▶ **What is expected**
Every entry needs to appear again exactly as written below.
[Start of Attachment]
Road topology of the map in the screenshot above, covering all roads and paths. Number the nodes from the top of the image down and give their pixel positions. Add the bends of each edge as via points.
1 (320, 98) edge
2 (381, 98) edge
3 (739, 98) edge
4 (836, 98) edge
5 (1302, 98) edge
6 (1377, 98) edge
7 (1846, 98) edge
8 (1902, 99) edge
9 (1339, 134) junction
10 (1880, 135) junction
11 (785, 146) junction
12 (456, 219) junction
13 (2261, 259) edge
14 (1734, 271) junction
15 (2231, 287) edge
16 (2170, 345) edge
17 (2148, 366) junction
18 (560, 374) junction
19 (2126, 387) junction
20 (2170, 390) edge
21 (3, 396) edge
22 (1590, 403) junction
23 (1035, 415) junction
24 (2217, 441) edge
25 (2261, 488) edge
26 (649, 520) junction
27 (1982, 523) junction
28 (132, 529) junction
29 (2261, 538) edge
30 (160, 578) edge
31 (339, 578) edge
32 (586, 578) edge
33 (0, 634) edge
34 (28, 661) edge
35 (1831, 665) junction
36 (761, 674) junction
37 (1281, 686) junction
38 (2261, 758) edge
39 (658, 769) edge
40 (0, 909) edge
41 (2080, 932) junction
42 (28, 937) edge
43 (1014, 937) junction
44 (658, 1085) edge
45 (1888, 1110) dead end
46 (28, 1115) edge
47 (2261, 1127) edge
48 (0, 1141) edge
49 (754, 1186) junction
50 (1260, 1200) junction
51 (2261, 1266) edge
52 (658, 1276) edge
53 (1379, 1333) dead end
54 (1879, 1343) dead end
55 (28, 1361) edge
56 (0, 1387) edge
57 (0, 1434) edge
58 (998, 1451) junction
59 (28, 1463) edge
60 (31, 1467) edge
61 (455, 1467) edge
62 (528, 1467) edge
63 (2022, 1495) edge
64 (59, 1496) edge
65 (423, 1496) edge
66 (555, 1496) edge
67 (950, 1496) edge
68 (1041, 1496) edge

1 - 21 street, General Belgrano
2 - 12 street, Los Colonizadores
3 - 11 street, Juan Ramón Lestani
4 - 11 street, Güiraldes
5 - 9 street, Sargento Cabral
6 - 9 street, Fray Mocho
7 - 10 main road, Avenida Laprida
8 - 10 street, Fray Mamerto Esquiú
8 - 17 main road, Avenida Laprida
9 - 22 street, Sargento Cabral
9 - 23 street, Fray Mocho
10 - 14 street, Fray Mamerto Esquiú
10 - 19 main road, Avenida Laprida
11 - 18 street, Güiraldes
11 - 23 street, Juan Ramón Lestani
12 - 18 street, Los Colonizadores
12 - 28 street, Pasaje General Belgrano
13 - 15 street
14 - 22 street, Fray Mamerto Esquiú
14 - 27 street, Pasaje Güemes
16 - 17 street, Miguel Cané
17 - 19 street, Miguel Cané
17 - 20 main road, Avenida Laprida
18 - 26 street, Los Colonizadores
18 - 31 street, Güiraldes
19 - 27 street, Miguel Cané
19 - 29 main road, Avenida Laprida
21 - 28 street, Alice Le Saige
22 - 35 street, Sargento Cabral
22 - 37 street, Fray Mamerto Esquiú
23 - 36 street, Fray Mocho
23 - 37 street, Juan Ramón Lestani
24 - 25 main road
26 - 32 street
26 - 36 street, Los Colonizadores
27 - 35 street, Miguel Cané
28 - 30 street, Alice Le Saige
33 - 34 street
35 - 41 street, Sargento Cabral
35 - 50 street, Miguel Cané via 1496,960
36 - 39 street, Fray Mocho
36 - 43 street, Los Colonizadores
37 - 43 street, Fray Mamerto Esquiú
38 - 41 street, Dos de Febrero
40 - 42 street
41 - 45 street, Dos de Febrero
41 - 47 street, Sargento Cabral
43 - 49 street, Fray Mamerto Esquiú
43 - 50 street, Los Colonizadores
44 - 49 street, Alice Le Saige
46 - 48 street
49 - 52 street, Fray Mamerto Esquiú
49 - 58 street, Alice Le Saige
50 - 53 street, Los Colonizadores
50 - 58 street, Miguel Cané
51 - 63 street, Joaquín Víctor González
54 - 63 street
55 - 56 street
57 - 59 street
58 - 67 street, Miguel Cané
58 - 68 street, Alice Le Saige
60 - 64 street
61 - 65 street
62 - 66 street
[End of Attachment]
▶ **Response area**
Road topology of the map in the screenshot above, covering all roads and paths. Number the nodes from the top of the image down and give their pixel positions. Add the bends of each edge as via points.
1 (320, 98) edge
2 (381, 98) edge
3 (739, 98) edge
4 (836, 98) edge
5 (1302, 98) edge
6 (1377, 98) edge
7 (1846, 98) edge
8 (1902, 99) edge
9 (1339, 134) junction
10 (1880, 135) junction
11 (785, 146) junction
12 (456, 219) junction
13 (2261, 259) edge
14 (1734, 271) junction
15 (2231, 287) edge
16 (2170, 345) edge
17 (2148, 366) junction
18 (560, 374) junction
19 (2126, 387) junction
20 (2170, 390) edge
21 (3, 396) edge
22 (1590, 403) junction
23 (1035, 415) junction
24 (2217, 441) edge
25 (2261, 488) edge
26 (649, 520) junction
27 (1982, 523) junction
28 (132, 529) junction
29 (2261, 538) edge
30 (160, 578) edge
31 (339, 578) edge
32 (586, 578) edge
33 (0, 634) edge
34 (28, 661) edge
35 (1831, 665) junction
36 (761, 674) junction
37 (1281, 686) junction
38 (2261, 758) edge
39 (658, 769) edge
40 (0, 909) edge
41 (2080, 932) junction
42 (28, 937) edge
43 (1014, 937) junction
44 (658, 1085) edge
45 (1888, 1110) dead end
46 (28, 1115) edge
47 (2261, 1127) edge
48 (0, 1141) edge
49 (754, 1186) junction
50 (1260, 1200) junction
51 (2261, 1266) edge
52 (658, 1276) edge
53 (1379, 1333) dead end
54 (1879, 1343) dead end
55 (28, 1361) edge
56 (0, 1387) edge
57 (0, 1434) edge
58 (998, 1451) junction
59 (28, 1463) edge
60 (31, 1467) edge
61 (455, 1467) edge
62 (528, 1467) edge
63 (2022, 1495) edge
64 (59, 1496) edge
65 (423, 1496) edge
66 (555, 1496) edge
67 (950, 1496) edge
68 (1041, 1496) edge

1 - 21 street, General Belgrano
2 - 12 street, Los Colonizadores
3 - 11 street, Juan Ramón Lestani
4 - 11 street, Güiraldes
5 - 9 street, Sargento Cabral
6 - 9 street, Fray Mocho
7 - 10 main road, Avenida Laprida
8 - 10 street, Fray Mamerto Esquiú
8 - 17 main road, Avenida Laprida
9 - 22 street, Sargento Cabral
9 - 23 street, Fray Mocho
10 - 14 street, Fray Mamerto Esquiú
10 - 19 main road, Avenida Laprida
11 - 18 street, Güiraldes
11 - 23 street, Juan Ramón Lestani
12 - 18 street, Los Colonizadores
12 - 28 street, Pasaje General Belgrano
13 - 15 street
14 - 22 street, Fray Mamerto Esquiú
14 - 27 street, Pasaje Güemes
16 - 17 street, Miguel Cané
17 - 19 street, Miguel Cané
17 - 20 main road, Avenida Laprida
18 - 26 street, Los Colonizadores
18 - 31 street, Güiraldes
19 - 27 street, Miguel Cané
19 - 29 main road, Avenida Laprida
21 - 28 street, Alice Le Saige
22 - 35 street, Sargento Cabral
22 - 37 street, Fray Mamerto Esquiú
23 - 36 street, Fray Mocho
23 - 37 street, Juan Ramón Lestani
24 - 25 main road
26 - 32 street
26 - 36 street, Los Colonizadores
27 - 35 street, Miguel Cané
28 - 30 street, Alice Le Saige
33 - 34 street
35 - 41 street, Sargento Cabral
35 - 50 street, Miguel Cané via 1496,960
36 - 39 street, Fray Mocho
36 - 43 street, Los Colonizadores
37 - 43 street, Fray Mamerto Esquiú
38 - 41 street, Dos de Febrero
40 - 42 street
41 - 45 street, Dos de Febrero
41 - 47 street, Sargento Cabral
43 - 49 street, Fray Mamerto Esquiú
43 - 50 street, Los Colonizadores
44 - 49 street, Alice Le Saige
46 - 48 street
49 - 52 street, Fray Mamerto Esquiú
49 - 58 street, Alice Le Saige
50 - 53 street, Los Colonizadores
50 - 58 street, Miguel Cané
51 - 63 street, Joaquín Víctor González
54 - 63 street
55 - 56 street
57 - 59 street
58 - 67 street, Miguel Cané
58 - 68 street, Alice Le Saige
60 - 64 street
61 - 65 street
62 - 66 street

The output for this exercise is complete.